(Saved entries)
^^^^^^^^

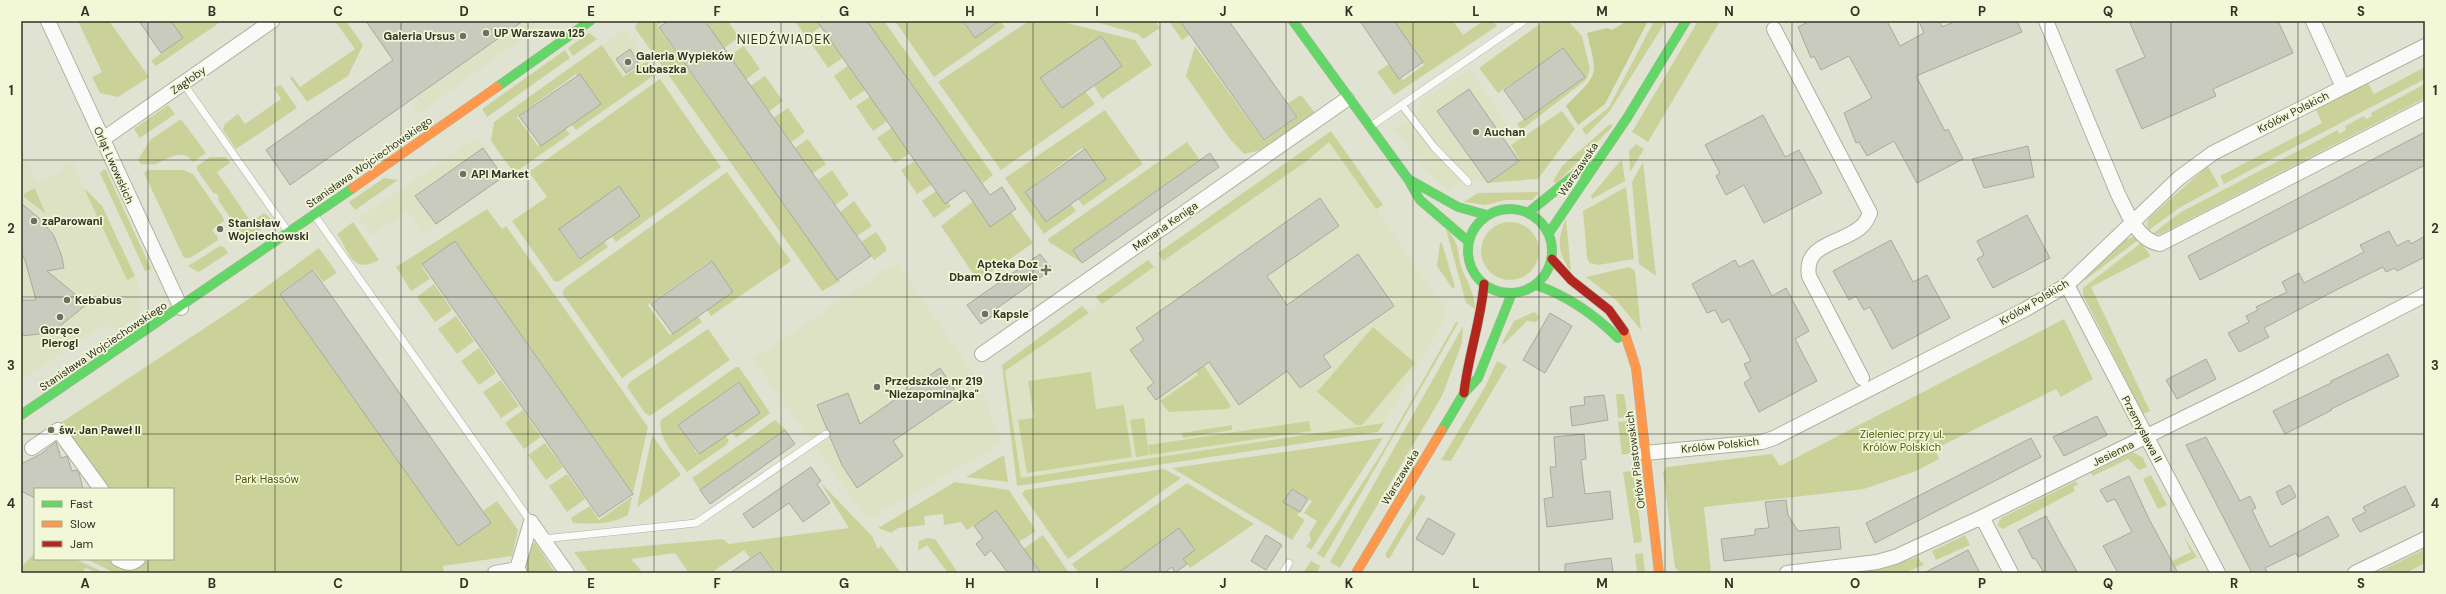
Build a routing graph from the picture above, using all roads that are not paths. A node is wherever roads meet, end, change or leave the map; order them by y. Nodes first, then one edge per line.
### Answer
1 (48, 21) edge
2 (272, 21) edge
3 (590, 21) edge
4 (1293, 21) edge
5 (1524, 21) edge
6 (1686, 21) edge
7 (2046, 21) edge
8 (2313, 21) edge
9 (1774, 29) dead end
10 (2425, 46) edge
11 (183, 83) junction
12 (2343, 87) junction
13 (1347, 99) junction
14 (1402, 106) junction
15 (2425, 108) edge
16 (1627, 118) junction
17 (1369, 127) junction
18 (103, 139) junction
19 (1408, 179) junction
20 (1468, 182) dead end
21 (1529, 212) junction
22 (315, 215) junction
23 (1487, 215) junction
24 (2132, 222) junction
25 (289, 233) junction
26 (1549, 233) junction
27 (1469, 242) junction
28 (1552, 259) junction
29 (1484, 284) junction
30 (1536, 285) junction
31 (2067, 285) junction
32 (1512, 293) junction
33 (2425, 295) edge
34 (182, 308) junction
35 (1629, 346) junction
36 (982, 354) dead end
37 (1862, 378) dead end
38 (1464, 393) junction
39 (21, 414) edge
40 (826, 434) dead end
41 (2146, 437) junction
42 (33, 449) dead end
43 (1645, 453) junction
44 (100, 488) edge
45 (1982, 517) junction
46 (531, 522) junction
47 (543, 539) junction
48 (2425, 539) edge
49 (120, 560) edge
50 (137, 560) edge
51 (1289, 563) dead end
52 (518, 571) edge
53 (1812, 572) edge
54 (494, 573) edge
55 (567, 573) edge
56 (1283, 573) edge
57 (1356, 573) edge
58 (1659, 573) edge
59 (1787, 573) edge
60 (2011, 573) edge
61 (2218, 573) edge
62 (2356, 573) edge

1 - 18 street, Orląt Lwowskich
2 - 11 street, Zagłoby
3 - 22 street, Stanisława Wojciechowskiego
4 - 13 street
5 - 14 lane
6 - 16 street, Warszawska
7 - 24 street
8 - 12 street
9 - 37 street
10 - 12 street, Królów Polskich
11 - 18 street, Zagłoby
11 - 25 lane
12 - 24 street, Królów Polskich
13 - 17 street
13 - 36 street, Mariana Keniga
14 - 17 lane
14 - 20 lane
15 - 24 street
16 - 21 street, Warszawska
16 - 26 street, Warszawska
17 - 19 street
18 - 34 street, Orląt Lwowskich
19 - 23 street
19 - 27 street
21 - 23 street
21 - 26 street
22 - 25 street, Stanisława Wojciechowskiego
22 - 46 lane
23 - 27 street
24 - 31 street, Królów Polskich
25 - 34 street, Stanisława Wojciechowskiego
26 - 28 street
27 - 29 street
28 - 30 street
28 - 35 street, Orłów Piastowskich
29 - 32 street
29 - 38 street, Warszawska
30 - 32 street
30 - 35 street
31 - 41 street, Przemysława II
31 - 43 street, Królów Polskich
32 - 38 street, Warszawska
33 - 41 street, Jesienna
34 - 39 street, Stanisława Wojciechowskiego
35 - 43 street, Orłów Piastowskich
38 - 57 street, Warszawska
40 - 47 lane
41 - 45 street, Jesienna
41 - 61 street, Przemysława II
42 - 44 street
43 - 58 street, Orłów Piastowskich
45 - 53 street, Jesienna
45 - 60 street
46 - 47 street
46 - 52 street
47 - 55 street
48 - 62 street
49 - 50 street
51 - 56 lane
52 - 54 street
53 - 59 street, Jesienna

^^^^^^^^

* [What is required] This exercise requires the lines of the entries containing the string "Orląt".

* [Output]
1 - 18 street, Orląt Lwowskich
18 - 34 street, Orląt Lwowskich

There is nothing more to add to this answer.